The exam will ask questions that require inference. You must deduce a character’s motive, the narrator’s attitude, or the symbolic significance of a detail based solely on the text provided.
Critical Reading and Test-Taking Strategy
The CLEP English Literature exam is a skills-based test. Your ultimate task is to demonstrate close reading—the careful, sustained interpretation of a brief passage. Every answer must be justified by the text itself.
Apply this process:
- Skim the Questions First: Before reading the passage, glance at the questions. This tells you what to look for (e.g., “the narrator’s attitude,” “the function of the metaphor in line 5”).
- Read Actively: Annotate mentally or on scratch paper. Underline key images, circle shifts in tone, and note the overall subject and argument.
- Eliminate Wrong Answers: The test often includes tempting distractors.
- Extreme Language: Answers containing words like “always” or “never” are often incorrect.
- Outside Knowledge Traps: An answer might be true historically but is not supported by the passage.
- Over-Literal Interpretations: Avoid answers that summarize plot without analyzing meaning.
- Support Your Choice: The correct answer will be the one most directly and fully supported by the evidence in the text.
Common Pitfalls
- Summarizing Instead of Analyzing: The exam tests analysis, not plot recall. If a question asks for the “effect” or “purpose” of a detail, don’t just describe what it is; explain what it does.
- Correction: Always ask yourself: “What is the author achieving with this choice?”
- Misidentifying the Literary Period: Confusing Romantic pastoral imagery with Neoclassical formal critique can lead you astray.
- Correction: Use the author’s name (if provided) and the passage’s stylistic hallmarks (diction, form, themes) to anchor it in the correct era.
- Ignoring the Question’s Scope: Some questions refer to specific lines; others ask about the whole passage. Answering a whole-passage question with evidence from only one line is a mistake.
- Correction: Match the scope of your evidence to the scope of the question.
- Rushing Through Poetry: Poetry is dense. Skipping a careful read of a complex stanza is the fastest way to miss the meaning.
- Correction: Budget your time to allow for a second, slower reading of poetic passages. Paraphrase difficult lines in your own words.
Summary
- Build a Chronological Framework: Understand the defining features of British literary periods from Medieval to Modern to quickly contextualize any passage.

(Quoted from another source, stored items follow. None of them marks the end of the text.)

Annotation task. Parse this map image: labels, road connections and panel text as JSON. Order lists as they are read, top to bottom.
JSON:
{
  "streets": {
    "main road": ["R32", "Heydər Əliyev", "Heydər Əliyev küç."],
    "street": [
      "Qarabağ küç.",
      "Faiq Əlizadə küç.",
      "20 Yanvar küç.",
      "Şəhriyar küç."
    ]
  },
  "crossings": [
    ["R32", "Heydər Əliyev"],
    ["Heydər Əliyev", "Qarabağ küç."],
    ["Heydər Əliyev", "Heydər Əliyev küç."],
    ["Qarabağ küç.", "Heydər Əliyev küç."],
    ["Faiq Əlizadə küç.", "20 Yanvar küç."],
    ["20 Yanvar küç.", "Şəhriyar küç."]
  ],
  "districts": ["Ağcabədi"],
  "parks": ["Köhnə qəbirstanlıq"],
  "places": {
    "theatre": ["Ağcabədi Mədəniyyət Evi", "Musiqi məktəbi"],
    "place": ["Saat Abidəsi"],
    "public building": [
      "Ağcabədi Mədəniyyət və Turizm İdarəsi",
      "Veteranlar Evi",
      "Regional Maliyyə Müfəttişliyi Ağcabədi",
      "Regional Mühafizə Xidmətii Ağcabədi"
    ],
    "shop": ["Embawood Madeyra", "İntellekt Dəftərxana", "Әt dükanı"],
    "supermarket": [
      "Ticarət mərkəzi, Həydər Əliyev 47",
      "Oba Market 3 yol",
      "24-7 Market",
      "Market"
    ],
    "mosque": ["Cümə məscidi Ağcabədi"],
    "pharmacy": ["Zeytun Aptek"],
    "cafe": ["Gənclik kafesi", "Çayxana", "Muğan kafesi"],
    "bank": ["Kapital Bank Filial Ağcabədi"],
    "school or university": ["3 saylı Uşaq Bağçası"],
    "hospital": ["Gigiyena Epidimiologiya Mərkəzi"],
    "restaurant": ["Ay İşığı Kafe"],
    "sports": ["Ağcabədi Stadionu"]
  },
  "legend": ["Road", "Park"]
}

- Focus on Skills Over Memorization: The exam tests your ability to analyze unfamiliar texts. Author and period knowledge supports this analysis but does not replace close reading.
- Master Poetic and Literary Devices: Be able to identify devices like metaphor, imagery, and symbolism and, crucially, explain their contribution to a work’s meaning and tone.
- Analyze Narrative Technique: In prose and drama, pay close attention to point of view, characterization, and how setting shapes the narrative.
- Employ Strategic Test-Taking: Pre-read questions, eliminate wrong answers (especially extreme or unsupported ones), and always base your final choice on evidence from the passage itself.